● **TASK BRIEF**: From the entries below, reproduce exactly the line containing "index tip: (181, 732)", the line containing "ring pip: (400, 387)", and every line in between, with nothing added.

··········

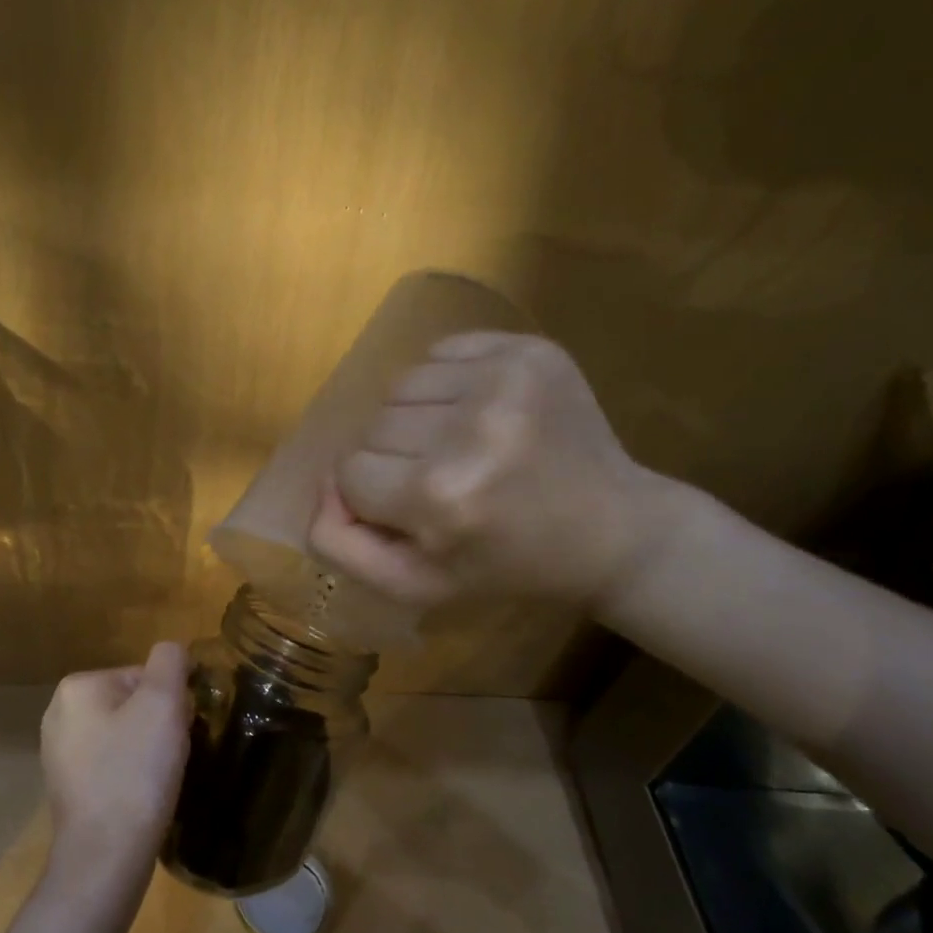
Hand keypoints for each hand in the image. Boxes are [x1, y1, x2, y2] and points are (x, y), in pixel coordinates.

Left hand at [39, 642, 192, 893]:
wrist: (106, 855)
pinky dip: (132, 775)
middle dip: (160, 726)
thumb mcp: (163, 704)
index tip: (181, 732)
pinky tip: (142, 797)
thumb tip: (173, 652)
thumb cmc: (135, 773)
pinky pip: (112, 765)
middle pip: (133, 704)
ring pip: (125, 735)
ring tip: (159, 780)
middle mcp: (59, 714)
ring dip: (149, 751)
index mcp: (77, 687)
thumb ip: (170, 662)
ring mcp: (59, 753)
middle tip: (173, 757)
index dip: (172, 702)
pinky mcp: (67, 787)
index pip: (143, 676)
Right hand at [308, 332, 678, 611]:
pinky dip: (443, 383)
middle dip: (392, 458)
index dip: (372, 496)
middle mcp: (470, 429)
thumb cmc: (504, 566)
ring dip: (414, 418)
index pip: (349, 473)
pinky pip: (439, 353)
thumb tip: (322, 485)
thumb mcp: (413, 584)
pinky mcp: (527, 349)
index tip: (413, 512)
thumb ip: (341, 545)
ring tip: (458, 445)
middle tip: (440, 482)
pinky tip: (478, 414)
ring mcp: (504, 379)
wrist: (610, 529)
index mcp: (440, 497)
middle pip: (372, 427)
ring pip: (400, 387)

··········

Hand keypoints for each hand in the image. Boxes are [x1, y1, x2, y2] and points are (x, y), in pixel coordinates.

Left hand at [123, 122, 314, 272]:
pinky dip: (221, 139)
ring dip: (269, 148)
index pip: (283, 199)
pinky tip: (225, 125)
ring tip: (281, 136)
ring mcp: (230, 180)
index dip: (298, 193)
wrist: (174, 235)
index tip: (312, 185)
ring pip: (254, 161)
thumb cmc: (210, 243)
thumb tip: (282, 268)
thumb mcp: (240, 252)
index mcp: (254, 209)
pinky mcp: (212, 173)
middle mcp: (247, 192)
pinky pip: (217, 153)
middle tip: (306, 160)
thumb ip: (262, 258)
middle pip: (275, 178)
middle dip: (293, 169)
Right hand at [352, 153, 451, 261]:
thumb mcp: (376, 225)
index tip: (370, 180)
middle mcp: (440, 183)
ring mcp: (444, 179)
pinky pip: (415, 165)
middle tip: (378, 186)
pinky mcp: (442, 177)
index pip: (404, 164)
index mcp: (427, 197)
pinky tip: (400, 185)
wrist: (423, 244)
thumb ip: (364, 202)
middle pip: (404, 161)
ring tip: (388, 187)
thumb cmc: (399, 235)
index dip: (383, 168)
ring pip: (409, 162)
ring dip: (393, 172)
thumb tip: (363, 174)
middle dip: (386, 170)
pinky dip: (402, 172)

··········

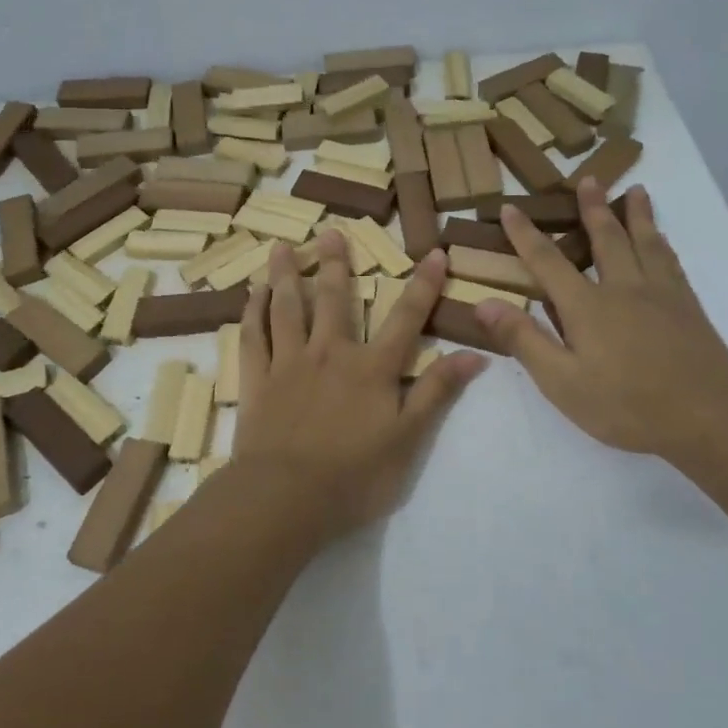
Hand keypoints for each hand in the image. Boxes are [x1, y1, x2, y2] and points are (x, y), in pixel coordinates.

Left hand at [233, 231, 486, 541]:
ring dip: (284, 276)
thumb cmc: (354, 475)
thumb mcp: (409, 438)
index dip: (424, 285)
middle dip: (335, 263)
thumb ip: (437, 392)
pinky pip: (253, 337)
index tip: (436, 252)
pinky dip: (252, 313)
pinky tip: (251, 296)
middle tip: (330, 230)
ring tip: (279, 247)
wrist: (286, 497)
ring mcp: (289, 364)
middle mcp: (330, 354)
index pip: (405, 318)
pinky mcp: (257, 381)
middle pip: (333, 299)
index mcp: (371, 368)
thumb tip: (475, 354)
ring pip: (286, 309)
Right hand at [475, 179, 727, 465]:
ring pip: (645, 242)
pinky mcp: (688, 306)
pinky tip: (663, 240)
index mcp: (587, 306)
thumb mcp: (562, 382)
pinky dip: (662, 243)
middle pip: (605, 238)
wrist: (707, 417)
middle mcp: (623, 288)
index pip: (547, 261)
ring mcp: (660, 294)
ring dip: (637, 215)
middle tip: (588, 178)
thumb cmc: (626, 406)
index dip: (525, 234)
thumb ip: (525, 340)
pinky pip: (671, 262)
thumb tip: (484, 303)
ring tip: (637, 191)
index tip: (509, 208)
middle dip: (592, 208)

··········

● **EXERCISE SOLUTION**:
index tip: (181, 732)
pinky tip: (142, 797)
thumb tip: (173, 652)
thumb cmc: (135, 773)
pinky pip: (112, 765)
middle pip: (133, 704)
ring pip: (125, 735)
ring tip: (159, 780)
middle mcp: (59, 714)
ring dip: (149, 751)
index mcp: (77, 687)
thumb ip: (170, 662)
ring mcp: (59, 753)
middle tip: (173, 757)
index dip: (172, 702)
pinky mcp: (67, 787)
index pip: (143, 676)
Right hand at [308, 332, 678, 611]:
pinky dip: (443, 383)
middle dip: (392, 458)
index dip: (372, 496)
middle mcp: (470, 429)
thumb cmc: (504, 566)
ring dip: (414, 418)
index pip: (349, 473)
pinky pip: (439, 353)
thumb tip: (322, 485)
thumb mcp: (413, 584)
pinky mcp: (527, 349)
index tip: (413, 512)
thumb ip: (341, 545)
ring tip: (458, 445)
middle tip: (440, 482)
pinky tip: (478, 414)
ring mcp: (504, 379)
wrist: (610, 529)
index mcp: (440, 497)
middle pip: (372, 427)
ring pip: (400, 387)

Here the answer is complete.